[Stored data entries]

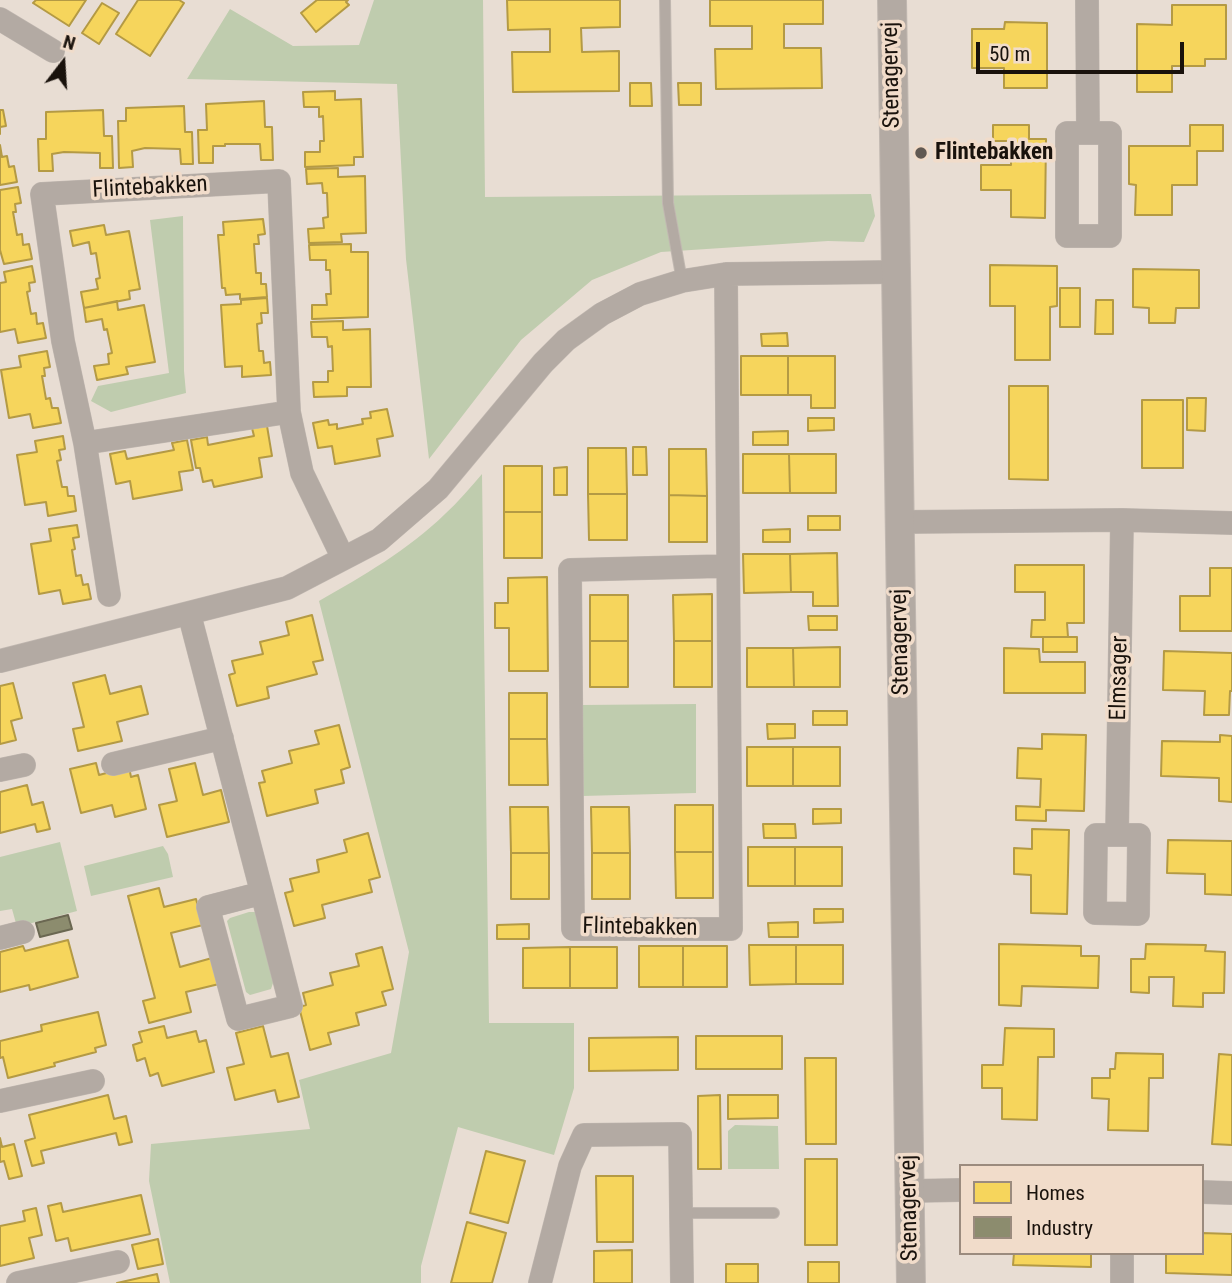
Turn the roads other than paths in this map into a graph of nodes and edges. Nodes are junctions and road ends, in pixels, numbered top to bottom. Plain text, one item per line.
1 (665, 0) edge
2 (892, 0) edge
3 (1087, 0) edge
4 (0, 19) edge
5 (53, 51) dead end
6 (1088, 133) junction
7 (895, 272) junction
8 (726, 274) junction
9 (682, 281) junction
10 (289, 412) junction
11 (85, 443) junction
12 (1122, 520) junction
13 (899, 522) junction
14 (1232, 523) edge
15 (343, 558) junction
16 (727, 566) junction
17 (109, 595) dead end
18 (189, 613) junction
19 (0, 661) edge
20 (222, 738) junction
21 (113, 764) dead end
22 (24, 765) dead end
23 (0, 770) edge
24 (1117, 835) dead end
25 (262, 893) junction
26 (23, 932) dead end
27 (0, 938) edge
28 (93, 1081) dead end
29 (0, 1101) edge
30 (959, 1190) edge
31 (909, 1191) junction
32 (1204, 1192) edge
33 (1232, 1194) edge
34 (681, 1213) junction
35 (775, 1213) dead end
36 (1122, 1255) edge
37 (118, 1262) dead end
38 (29, 1282) edge
39 (540, 1283) edge
40 (682, 1283) edge
41 (911, 1283) edge
42 (1122, 1283) edge

1 - 9 lane
2 - 7 street, Stenagervej
3 - 6 street
4 - 5 street
6 - 6 street
7 - 8 street
7 - 13 street, Stenagervej
8 - 9 street
8 - 16 street, Flintebakken
9 - 15 street
10 - 11 street
10 - 11 street, Flintebakken
10 - 15 street, Flintebakken
11 - 17 street, Flintebakken
12 - 13 street
12 - 14 street
12 - 24 street, Elmsager
13 - 31 street, Stenagervej
15 - 18 street
16 - 16 street, Flintebakken
18 - 19 street
18 - 20 street
20 - 21 street
20 - 25 street
22 - 23 street
25 - 25 street
26 - 27 street
28 - 29 street
30 - 31 street
31 - 41 street, Stenagervej
32 - 33 street
34 - 35 lane
34 - 39 street
34 - 40 street
36 - 42 street
37 - 38 street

▶ _What this task involves_
Every line of the records containing the word "Stenagervej" must appear in the answer.

▶ _Response to the exercise_
2 - 7 street, Stenagervej
7 - 13 street, Stenagervej
13 - 31 street, Stenagervej
31 - 41 street, Stenagervej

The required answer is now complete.